The concept of social engineering has been around for centuries. It’s often defined as using centralised planning to manage social change and regulate the future development and behaviour of society.
But in security terms it has a much darker meaning: deception with the intent to gain confidential information for fraudulent purposes.
Before the internet, this sort of deception could only be done face-to-face, over the phone or by sending a letter. Fraudsters had a much more difficult job extorting information or money from their victims.
Now social media and email contact often does the legwork for them. The fraudsters can contact thousands of people at the click of a button. They cast their net so wide that the law of averages means they get a rich reward for their criminal efforts.
One of the commonest techniques is ‘phishing’. Emails that invite you to click on a link and to read some information or register for something.
When MWR InfoSecurity did some research last year, it sent out simulated phishing emails claiming to be from an HR department. This fooled three quarters of recipients who all clicked on a link and provided their credentials.
Gary Jowett from CNC in Brighton says: “Bogus emails that catch your eye will often claim to be from an organisation familiar to you and may arrive at a time in the year when you’re expecting a communication. It could be from your bank or the tax office, your credit card company or a retailer you often use. It’s quite easy for fraudsters to read your Twitter or Facebook account to get some clues. And even if they don’t know anything about you, they’re contacting so many people that a certain percentage will always respond.”

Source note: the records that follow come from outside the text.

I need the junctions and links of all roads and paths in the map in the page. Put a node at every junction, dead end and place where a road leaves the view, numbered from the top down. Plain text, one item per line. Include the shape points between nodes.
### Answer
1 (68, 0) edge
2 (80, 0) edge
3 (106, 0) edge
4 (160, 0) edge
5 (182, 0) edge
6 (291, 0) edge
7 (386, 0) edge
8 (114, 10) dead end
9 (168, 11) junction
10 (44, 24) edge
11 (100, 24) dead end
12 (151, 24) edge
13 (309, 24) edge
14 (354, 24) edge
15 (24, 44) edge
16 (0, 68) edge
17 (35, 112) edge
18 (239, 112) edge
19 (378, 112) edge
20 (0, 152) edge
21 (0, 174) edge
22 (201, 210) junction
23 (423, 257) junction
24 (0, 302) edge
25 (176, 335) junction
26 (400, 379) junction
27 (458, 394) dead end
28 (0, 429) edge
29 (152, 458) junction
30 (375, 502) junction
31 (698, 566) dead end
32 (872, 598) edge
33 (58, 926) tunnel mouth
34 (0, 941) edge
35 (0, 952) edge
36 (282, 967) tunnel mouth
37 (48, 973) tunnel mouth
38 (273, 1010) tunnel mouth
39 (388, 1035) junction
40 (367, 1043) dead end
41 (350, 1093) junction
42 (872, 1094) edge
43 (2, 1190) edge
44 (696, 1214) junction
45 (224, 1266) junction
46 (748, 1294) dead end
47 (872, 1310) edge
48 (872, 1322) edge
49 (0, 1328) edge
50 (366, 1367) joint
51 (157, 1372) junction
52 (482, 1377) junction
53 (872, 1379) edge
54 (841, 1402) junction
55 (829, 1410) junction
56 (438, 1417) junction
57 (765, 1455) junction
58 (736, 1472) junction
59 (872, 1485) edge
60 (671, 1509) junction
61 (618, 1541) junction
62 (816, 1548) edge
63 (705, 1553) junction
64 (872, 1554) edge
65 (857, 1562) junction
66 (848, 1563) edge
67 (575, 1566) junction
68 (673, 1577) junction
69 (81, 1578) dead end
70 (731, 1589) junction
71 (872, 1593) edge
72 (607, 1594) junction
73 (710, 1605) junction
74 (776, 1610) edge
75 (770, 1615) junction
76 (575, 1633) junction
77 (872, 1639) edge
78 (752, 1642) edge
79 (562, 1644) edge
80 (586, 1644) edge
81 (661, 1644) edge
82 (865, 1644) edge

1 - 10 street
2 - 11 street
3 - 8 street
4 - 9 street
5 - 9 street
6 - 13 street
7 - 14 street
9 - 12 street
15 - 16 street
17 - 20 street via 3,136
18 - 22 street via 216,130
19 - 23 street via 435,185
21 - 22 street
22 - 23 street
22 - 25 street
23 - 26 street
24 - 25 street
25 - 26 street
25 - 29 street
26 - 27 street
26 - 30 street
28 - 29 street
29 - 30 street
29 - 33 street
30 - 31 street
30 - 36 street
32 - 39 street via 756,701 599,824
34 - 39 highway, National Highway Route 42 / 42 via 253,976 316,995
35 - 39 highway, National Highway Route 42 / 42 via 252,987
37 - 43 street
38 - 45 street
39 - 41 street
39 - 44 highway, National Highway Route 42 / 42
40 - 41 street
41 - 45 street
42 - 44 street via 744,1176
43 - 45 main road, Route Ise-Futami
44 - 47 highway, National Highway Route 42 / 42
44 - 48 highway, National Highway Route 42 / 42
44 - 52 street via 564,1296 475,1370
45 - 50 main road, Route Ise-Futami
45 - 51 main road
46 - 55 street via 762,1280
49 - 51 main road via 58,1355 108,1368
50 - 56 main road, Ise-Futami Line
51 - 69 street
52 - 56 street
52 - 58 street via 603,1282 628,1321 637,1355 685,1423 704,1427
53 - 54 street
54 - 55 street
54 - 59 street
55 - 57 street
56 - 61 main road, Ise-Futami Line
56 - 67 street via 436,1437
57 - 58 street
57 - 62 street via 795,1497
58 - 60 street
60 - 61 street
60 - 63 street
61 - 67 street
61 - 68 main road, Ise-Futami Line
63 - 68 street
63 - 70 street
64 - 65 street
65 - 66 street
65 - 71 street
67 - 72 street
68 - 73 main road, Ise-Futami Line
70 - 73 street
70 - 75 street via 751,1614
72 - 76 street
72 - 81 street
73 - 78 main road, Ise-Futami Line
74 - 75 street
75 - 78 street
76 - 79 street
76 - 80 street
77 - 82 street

Social engineering comes in many guises. There’s also ‘baiting’, where attackers leave a USB stick or CD in your office. If you install it, it plants malware on your computer, giving the culprit access to all your data.
Then there’s ‘pretexting’ where criminals send a text and pretend to be from a trusted entity – such as your IT or HR department. They con you into handing over your password and other login details.
There’s also ‘scareware’ which tricks you into thinking your computer is infected with malware or has inadvertently downloaded illegal content. The attacker then offers the victim a solution that will fix the bogus problem but you have to pay them some money first.
Gary says: “There are many types of deception to watch out for. The only real protection for your business is to frequently remind staff to treat everything with suspicion in the first instance. That’s the first line of defence. The more innocent and timely something looks, the more dangerous it could be. It’s also important to keep passwords confidential and changed regularly.”